## WHAT TO WORK ON
Repeat the entries in full. Each line must match exactly.

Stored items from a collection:
------------------------------------------------------------------------
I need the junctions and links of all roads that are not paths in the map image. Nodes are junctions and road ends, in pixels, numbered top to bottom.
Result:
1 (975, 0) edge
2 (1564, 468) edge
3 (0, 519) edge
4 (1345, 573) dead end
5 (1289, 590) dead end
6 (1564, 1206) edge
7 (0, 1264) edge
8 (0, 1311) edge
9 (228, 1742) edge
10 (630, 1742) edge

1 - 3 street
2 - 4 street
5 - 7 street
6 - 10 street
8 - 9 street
------------------------------------------------------------------------
## SOLUTION FOR THIS EXERCISE
I need the junctions and links of all roads that are not paths in the map image. Nodes are junctions and road ends, in pixels, numbered top to bottom.
Result:
1 (975, 0) edge
2 (1564, 468) edge
3 (0, 519) edge
4 (1345, 573) dead end
5 (1289, 590) dead end
6 (1564, 1206) edge
7 (0, 1264) edge
8 (0, 1311) edge
9 (228, 1742) edge
10 (630, 1742) edge

1 - 3 street
2 - 4 street
5 - 7 street
6 - 10 street
8 - 9 street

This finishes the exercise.